Closer to Washington, Venezuelans have re-elected Nicolás Maduro as president. He’s been a thorn in the side of U.S. interests in oil- and gas-rich Venezuela for years.

Maduro’s win means that the United States will intensify sanctions against that country. They would complement the sanctions already being applied against Iran. Together, they could end up shocking the global economy with another oil crisis.

Trump and Americans Have Nothing to Cheer About with a Higher Oil Price

The weakening competitors in a highly interconnected economy won’t work when oil prices are increasing faster than inflation and wages for everybody. It’s unclear how America benefits from higher oil prices.

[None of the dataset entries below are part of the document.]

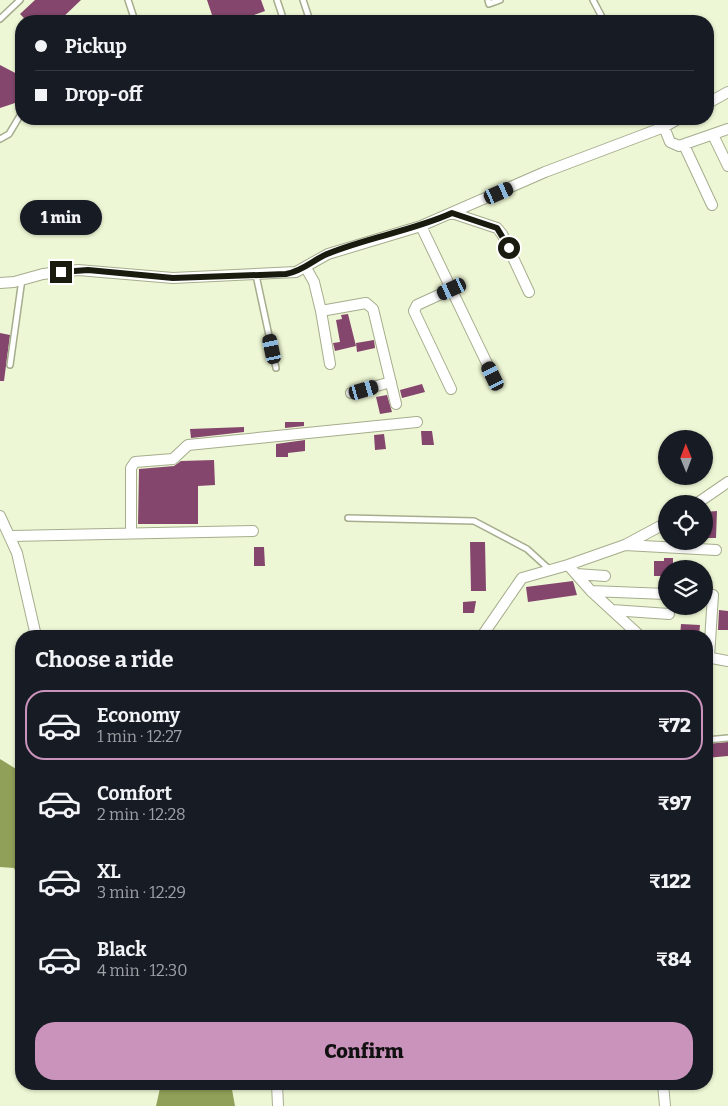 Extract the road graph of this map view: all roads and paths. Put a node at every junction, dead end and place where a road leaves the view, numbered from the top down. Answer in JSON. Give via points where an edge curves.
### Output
{"nodes":[{"id":1,"x":20,"y":0,"type":"edge"},
{"id":2,"x":128,"y":0,"type":"edge"},
{"id":3,"x":277,"y":0,"type":"edge"},
{"id":4,"x":303,"y":0,"type":"edge"},
{"id":5,"x":488,"y":0,"type":"edge"},
{"id":6,"x":500,"y":0,"type":"edge"},
{"id":7,"x":593,"y":0,"type":"edge"},
{"id":8,"x":133,"y":15,"type":"edge"},
{"id":9,"x":282,"y":15,"type":"dead end"},
{"id":10,"x":308,"y":15,"type":"edge"},
{"id":11,"x":601,"y":15,"type":"edge"},
{"id":12,"x":0,"y":19,"type":"edge"},
{"id":13,"x":728,"y":92,"type":"edge"},
{"id":14,"x":714,"y":100,"type":"edge"},
{"id":15,"x":15,"y":124,"type":"edge"},
{"id":16,"x":668,"y":125,"type":"edge"},
{"id":17,"x":664,"y":127,"type":"junction"},
{"id":18,"x":728,"y":130,"type":"edge"},
{"id":19,"x":713,"y":134,"type":"junction"},
{"id":20,"x":0,"y":139,"type":"edge"},
{"id":21,"x":684,"y":145,"type":"junction"},
{"id":22,"x":728,"y":166,"type":"edge"},
{"id":23,"x":712,"y":205,"type":"dead end"},
{"id":24,"x":452,"y":213,"type":"junction"},
{"id":25,"x":421,"y":226,"type":"junction"},
{"id":26,"x":306,"y":268,"type":"junction"},
{"id":27,"x":256,"y":275,"type":"junction"},
{"id":28,"x":22,"y":279,"type":"junction"},
{"id":29,"x":0,"y":283,"type":"edge"},
{"id":30,"x":452,"y":289,"type":"junction"},
{"id":31,"x":529,"y":292,"type":"dead end"},
{"id":32,"x":321,"y":311,"type":"junction"},
{"id":33,"x":330,"y":364,"type":"dead end"},
{"id":34,"x":10,"y":365,"type":"dead end"},
{"id":35,"x":276,"y":368,"type":"dead end"},
{"id":36,"x":493,"y":376,"type":"dead end"},
{"id":37,"x":391,"y":382,"type":"junction"},
{"id":38,"x":451,"y":389,"type":"dead end"},
{"id":39,"x":351,"y":394,"type":"dead end"},
{"id":40,"x":396,"y":404,"type":"dead end"},
{"id":41,"x":417,"y":422,"type":"dead end"},
{"id":42,"x":728,"y":482,"type":"edge"},
{"id":43,"x":709,"y":495,"type":"edge"},
{"id":44,"x":0,"y":516,"type":"edge"},
{"id":45,"x":348,"y":518,"type":"dead end"},
{"id":46,"x":658,"y":527,"type":"edge"},
{"id":47,"x":253,"y":531,"type":"dead end"},
{"id":48,"x":131,"y":533,"type":"junction"},
{"id":49,"x":11,"y":536,"type":"junction"},
{"id":50,"x":625,"y":544,"type":"junction"},
{"id":51,"x":716,"y":550,"type":"dead end"},
{"id":52,"x":568,"y":565,"type":"junction"},
{"id":53,"x":549,"y":569,"type":"junction"},
{"id":54,"x":576,"y":574,"type":"junction"},
{"id":55,"x":605,"y":576,"type":"dead end"},
{"id":56,"x":591,"y":591,"type":"junction"},
{"id":57,"x":658,"y":594,"type":"edge"},
{"id":58,"x":612,"y":610,"type":"junction"},
{"id":59,"x":658,"y":613,"type":"edge"},
{"id":60,"x":711,"y":615,"type":"edge"},
{"id":61,"x":35,"y":630,"type":"edge"},
{"id":62,"x":486,"y":630,"type":"edge"},
{"id":63,"x":634,"y":630,"type":"edge"},
{"id":64,"x":710,"y":630,"type":"edge"},
{"id":65,"x":713,"y":658,"type":"edge"},
{"id":66,"x":728,"y":661,"type":"edge"},
{"id":67,"x":728,"y":738,"type":"edge"},
{"id":68,"x":713,"y":739,"type":"edge"},
{"id":69,"x":277,"y":1090,"type":"edge"},
{"id":70,"x":663,"y":1090,"type":"edge"},
{"id":71,"x":278,"y":1106,"type":"edge"},
{"id":72,"x":665,"y":1106,"type":"edge"}],
"edges":[{"from":1,"to":12,"type":"lane"},
{"from":2,"to":8,"type":"lane"},
{"from":3,"to":9,"type":"lane"},
{"from":4,"to":10,"type":"lane"},
{"from":5,"to":6,"type":"lane","via":[[489,4]]},
{"from":7,"to":11,"type":"lane"},
{"from":13,"to":14,"type":"street"},
{"from":15,"to":20,"type":"lane","via":[[9,134]]},
{"from":16,"to":17,"type":"street"},
{"from":17,"to":21,"type":"street","via":[[674,145]]},
{"from":17,"to":24,"type":"street","via":[[545,172]]},
{"from":18,"to":19,"type":"street"},
{"from":19,"to":21,"type":"street"},
{"from":19,"to":22,"type":"street"},
{"from":21,"to":23,"type":"street"},
{"from":24,"to":25,"type":"street"},
{"from":24,"to":31,"type":"street","via":[[497,228]]},
{"from":25,"to":26,"type":"street","via":[[328,254]]},
{"from":25,"to":30,"type":"street"},
{"from":26,"to":27,"type":"street","via":[[286,274]]},
{"from":26,"to":32,"type":"street","via":[[314,282]]},
{"from":27,"to":28,"type":"street","via":[[173,278],[78,270]]},
{"from":27,"to":35,"type":"lane"},
{"from":28,"to":29,"type":"street"},
{"from":28,"to":34,"type":"lane"},
{"from":30,"to":36,"type":"street"},
{"from":30,"to":38,"type":"street","via":[[417,305],[414,311]]},
{"from":32,"to":33,"type":"street"},
{"from":32,"to":37,"type":"street","via":[[370,304]]},
{"from":37,"to":39,"type":"street"},
{"from":37,"to":40,"type":"street"},
{"from":41,"to":48,"type":"street","via":[[188,445],[173,459],[134,462],[131,468]]},
{"from":42,"to":43,"type":"street"},
{"from":44,"to":49,"type":"street"},
{"from":45,"to":53,"type":"lane","via":[[474,521],[527,549]]},
{"from":46,"to":50,"type":"street"},
{"from":47,"to":48,"type":"street"},
{"from":48,"to":49,"type":"street"},
{"from":49,"to":61,"type":"street"},
{"from":50,"to":51,"type":"street"},
{"from":50,"to":52,"type":"street"},
{"from":52,"to":53,"type":"street"},
{"from":52,"to":54,"type":"street"},
{"from":53,"to":62,"type":"street","via":[[516,583]]},
{"from":54,"to":55,"type":"street"},
{"from":54,"to":56,"type":"street"},
{"from":56,"to":57,"type":"street"},
{"from":56,"to":58,"type":"street"},
{"from":58,"to":59,"type":"street"},
{"from":58,"to":63,"type":"street"},
{"from":60,"to":64,"type":"street"},
{"from":65,"to":66,"type":"street"},
{"from":67,"to":68,"type":"lane"},
{"from":69,"to":71,"type":"street"},
{"from":70,"to":72,"type":"street"}]}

Even if shale becomes competitive, the benefits are limited geographically and demographically. Most Americans will simply be paying some $10.00 more on average every time they fill up gas.

Does Trump Still Think the Iran Deal Was Bad?

The oil shock has been more intense because it comes from a period when oil prices were deemed excessively low. The low prices, it cannot be stressed enough, contributed to sustaining the economy. Now, the shock has already gone around the corner.

The oil price has once again moved into “too expensive” territory. All consumers in America, Europe, and elsewhere will have to endure negative effects. Of course, the negative effects will also fall upon many emerging markets, including India.

The emerging markets are already suffering from higher U.S. interest rates and the strong dollar. To an even greater extent than in 2013 or 2015, the Federal Reserve’s decision to cut its asset purchasing program will trigger capital outflows.

The rising U.S. Treasury yields, meanwhile, will force the Fed to raise interest rates. And, in a debt-fueled economy such as the one Wall Street sustains, the higher interest rates risk triggering a recession in the United States as well.